**DATA TO PROCESS**
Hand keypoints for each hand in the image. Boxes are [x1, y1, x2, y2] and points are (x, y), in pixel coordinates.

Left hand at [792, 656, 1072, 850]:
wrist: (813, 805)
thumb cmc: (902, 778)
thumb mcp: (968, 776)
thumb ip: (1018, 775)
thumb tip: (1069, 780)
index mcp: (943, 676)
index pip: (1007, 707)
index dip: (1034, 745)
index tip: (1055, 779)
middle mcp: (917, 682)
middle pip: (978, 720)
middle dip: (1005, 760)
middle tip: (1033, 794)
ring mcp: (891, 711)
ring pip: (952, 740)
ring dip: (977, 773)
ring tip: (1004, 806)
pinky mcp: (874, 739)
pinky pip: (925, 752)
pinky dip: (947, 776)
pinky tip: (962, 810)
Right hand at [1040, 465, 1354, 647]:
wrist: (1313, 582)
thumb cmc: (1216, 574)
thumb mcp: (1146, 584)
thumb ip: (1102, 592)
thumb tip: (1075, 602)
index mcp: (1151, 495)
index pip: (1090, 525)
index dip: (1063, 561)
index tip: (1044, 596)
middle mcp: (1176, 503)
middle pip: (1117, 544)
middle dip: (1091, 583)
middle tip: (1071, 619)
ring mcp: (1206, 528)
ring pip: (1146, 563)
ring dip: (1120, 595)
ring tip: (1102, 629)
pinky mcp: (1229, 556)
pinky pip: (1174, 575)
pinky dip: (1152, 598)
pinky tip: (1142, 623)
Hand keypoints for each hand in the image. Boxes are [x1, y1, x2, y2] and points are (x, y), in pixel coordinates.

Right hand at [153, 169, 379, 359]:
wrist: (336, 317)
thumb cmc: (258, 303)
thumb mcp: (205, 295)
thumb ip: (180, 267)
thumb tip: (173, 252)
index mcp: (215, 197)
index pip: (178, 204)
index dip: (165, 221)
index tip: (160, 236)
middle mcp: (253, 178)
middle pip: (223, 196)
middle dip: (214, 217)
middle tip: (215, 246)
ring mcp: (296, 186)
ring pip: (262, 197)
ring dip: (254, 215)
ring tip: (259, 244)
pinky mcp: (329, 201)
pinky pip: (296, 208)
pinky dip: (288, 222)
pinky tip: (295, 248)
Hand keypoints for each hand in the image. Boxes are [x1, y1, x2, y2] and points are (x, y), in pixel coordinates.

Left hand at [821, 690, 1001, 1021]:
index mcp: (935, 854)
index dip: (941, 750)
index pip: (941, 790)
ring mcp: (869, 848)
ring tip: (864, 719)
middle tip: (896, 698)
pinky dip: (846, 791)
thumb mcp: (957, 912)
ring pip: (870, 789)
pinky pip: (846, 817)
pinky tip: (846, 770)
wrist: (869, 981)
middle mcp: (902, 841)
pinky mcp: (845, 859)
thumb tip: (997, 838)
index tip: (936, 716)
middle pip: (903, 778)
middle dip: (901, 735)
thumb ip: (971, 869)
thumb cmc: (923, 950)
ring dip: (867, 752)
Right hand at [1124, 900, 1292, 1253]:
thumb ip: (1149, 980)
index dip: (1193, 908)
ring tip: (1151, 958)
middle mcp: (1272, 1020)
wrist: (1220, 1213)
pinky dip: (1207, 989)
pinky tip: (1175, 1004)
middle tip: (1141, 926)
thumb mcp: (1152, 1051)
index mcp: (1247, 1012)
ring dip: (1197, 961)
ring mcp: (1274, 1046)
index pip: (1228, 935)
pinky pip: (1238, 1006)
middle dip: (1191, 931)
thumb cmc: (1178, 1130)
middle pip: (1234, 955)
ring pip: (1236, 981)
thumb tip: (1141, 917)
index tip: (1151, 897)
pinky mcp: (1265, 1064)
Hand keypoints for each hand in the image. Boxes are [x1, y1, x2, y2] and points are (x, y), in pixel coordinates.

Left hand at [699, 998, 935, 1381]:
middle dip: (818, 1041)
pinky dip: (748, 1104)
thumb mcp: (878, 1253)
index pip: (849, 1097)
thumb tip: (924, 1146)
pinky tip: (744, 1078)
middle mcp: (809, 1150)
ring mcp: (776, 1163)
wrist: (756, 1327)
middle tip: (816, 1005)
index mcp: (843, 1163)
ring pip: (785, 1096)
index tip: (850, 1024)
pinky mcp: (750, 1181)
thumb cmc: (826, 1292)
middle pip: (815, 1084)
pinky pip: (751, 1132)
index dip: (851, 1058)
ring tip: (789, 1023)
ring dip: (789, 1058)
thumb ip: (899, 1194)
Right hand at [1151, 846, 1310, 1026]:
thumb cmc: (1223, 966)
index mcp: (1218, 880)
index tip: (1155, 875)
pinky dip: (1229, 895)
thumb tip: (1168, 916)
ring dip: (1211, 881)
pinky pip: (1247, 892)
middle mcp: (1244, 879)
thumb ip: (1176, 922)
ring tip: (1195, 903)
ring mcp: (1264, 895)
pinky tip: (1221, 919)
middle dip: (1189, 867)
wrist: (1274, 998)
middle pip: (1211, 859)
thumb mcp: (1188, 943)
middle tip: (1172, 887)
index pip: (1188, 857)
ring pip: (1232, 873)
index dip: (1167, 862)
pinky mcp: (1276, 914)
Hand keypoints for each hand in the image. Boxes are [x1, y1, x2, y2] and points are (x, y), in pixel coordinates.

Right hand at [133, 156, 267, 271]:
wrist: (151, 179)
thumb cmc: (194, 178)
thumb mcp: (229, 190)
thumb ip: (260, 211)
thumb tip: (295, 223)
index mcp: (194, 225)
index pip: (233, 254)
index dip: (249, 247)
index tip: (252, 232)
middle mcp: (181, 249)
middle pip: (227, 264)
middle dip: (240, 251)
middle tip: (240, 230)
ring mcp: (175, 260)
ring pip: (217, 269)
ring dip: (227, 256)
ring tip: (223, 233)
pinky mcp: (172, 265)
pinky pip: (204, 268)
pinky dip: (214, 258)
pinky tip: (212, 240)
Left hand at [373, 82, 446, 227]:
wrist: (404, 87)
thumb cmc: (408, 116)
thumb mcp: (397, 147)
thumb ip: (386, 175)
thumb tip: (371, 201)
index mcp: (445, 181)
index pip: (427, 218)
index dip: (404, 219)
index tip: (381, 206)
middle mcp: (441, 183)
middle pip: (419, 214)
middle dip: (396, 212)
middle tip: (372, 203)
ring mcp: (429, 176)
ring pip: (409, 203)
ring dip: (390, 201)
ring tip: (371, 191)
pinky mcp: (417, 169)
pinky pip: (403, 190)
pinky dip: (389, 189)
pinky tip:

**EXERCISE DETAILS**
The response must hold only the lines above from the line with "middle pip: (978, 720)" through the line with "index mcp: (1151, 495)", each copied exactly, both ends kept.

**RESPONSE BOX**
middle pip: (978, 720)
middle dip: (1005, 760)
middle tip: (1033, 794)
ring mcp: (891, 711)
ring pip: (952, 740)
ring dip: (977, 773)
ring tip: (1004, 806)
pinky mcp: (874, 739)
pinky pip: (925, 752)
pinky dip: (947, 776)
pinky tip: (962, 810)
Right hand at [1040, 465, 1354, 647]:
wrist: (1313, 582)
thumb cmc: (1216, 574)
thumb mcp: (1146, 584)
thumb ip: (1102, 592)
thumb tip: (1075, 602)
index mcp: (1151, 495)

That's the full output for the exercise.